The report offers a few hypotheticals as to how the technology could be used — for example, it may compile and translate “blogs or tweets in Arabic or Chinese that indicate developing threats to Canadian embassies” or similar data in Canada “that suggests a social disturbance may be developing” like the June 2011 Vancouver hockey riot.

A researcher with the project explained, in a 2015 interview with Vanguard Magazine, that with the software, an investigator could say: “Give me all the text that mentions the Pan Am Games with negative emotions.” That, they claim, could be used to identify possible security threats.

The project was also tested in real-life examples. The prototype was used to assess English-language reactions to the 2014 Sochi Olympics, survey English and Arabic tweets and blogs pertaining to the Syrian civil war, and to watch social media response to the terrorist attack on the Parliament buildings in Ottawa in 2014.
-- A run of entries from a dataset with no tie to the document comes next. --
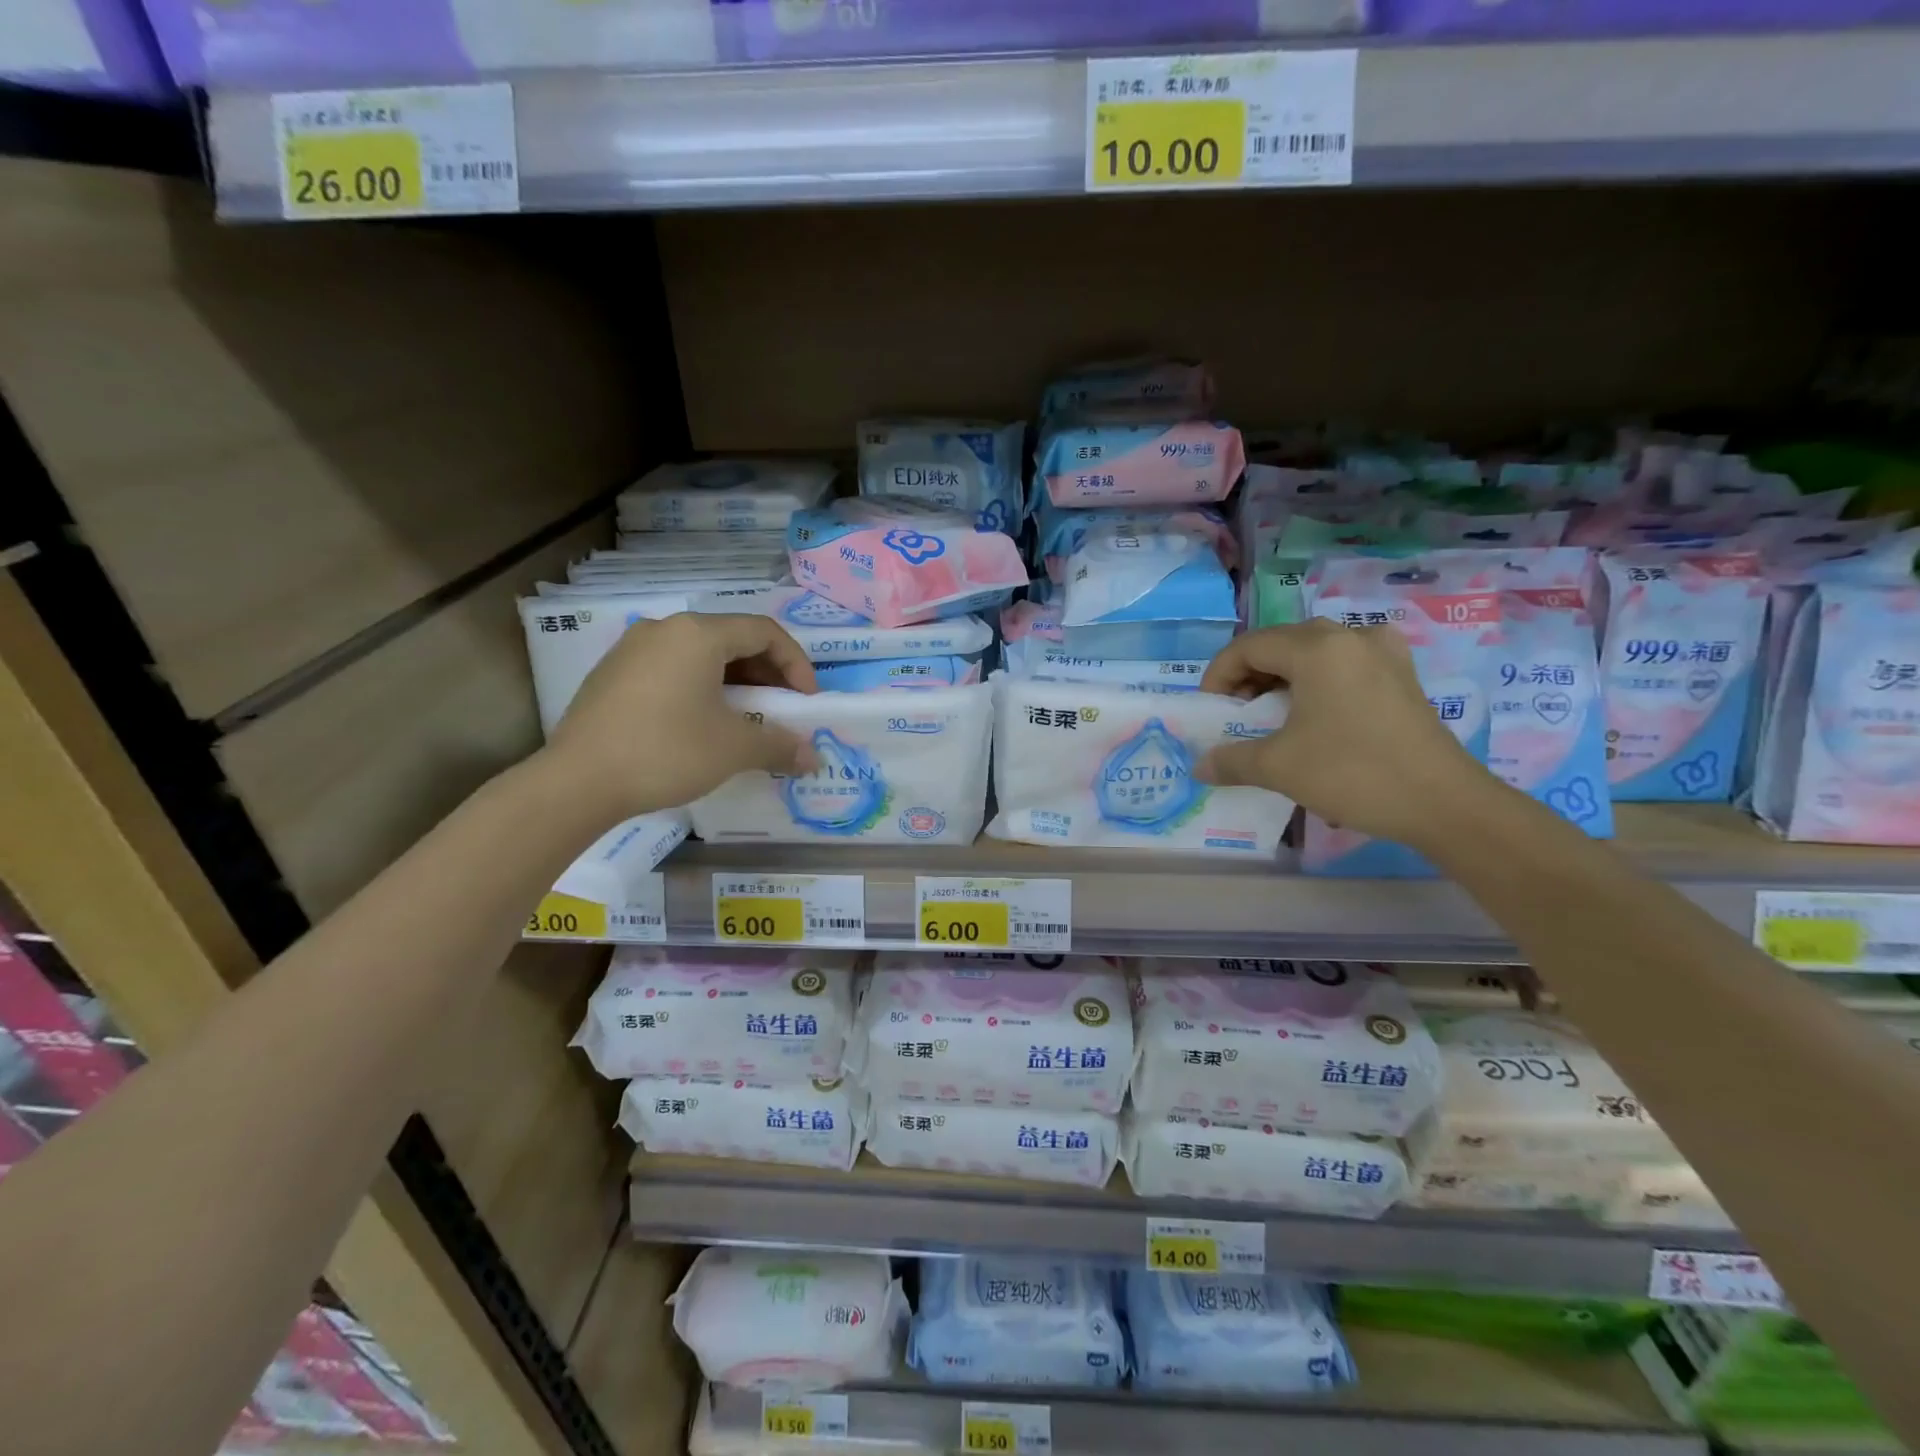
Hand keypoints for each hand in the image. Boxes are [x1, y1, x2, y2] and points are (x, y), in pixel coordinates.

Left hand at [543, 614, 818, 817]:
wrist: (577, 782)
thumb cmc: (666, 751)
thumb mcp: (734, 748)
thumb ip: (780, 746)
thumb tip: (814, 758)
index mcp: (699, 634)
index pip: (764, 632)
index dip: (796, 664)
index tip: (806, 701)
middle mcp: (665, 629)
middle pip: (733, 639)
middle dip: (767, 674)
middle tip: (782, 709)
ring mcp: (633, 649)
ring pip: (701, 655)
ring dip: (735, 682)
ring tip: (746, 718)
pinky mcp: (613, 674)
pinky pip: (672, 669)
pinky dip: (701, 688)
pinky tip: (702, 723)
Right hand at [1197, 620, 1501, 850]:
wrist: (1443, 803)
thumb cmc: (1353, 773)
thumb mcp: (1279, 767)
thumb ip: (1231, 760)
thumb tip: (1200, 767)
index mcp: (1317, 648)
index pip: (1249, 646)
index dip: (1218, 675)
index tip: (1210, 710)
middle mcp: (1350, 637)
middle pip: (1281, 644)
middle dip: (1249, 676)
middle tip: (1237, 713)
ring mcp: (1383, 654)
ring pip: (1314, 653)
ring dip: (1283, 679)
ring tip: (1271, 716)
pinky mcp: (1402, 676)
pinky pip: (1345, 666)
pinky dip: (1318, 683)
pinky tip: (1316, 715)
Previous investigations have revealed that Canadian intelligence agencies have already employed social media monitoring to sniff out Indigenous and environmental protesters.

The project goes further than just aggregating public sentiment or reaction to an event. The technology is intended to be able to pinpoint or identify social media users. Beyond just grabbing the user name and stated location of a social media account, the technology also compiles— where available — the geolocation of the tweet or post, as well as a list of who the account follows, who follows it, and what tweets the account has favorited. Thales bills this surveillance as “real-time,” saying that the data is “immediately analysed in detail using big data algorithms and techniques … to detect changes, trends or anomalies, identify potentially dangerous entities, feed into specific lines of investigation and provide updates on developments.”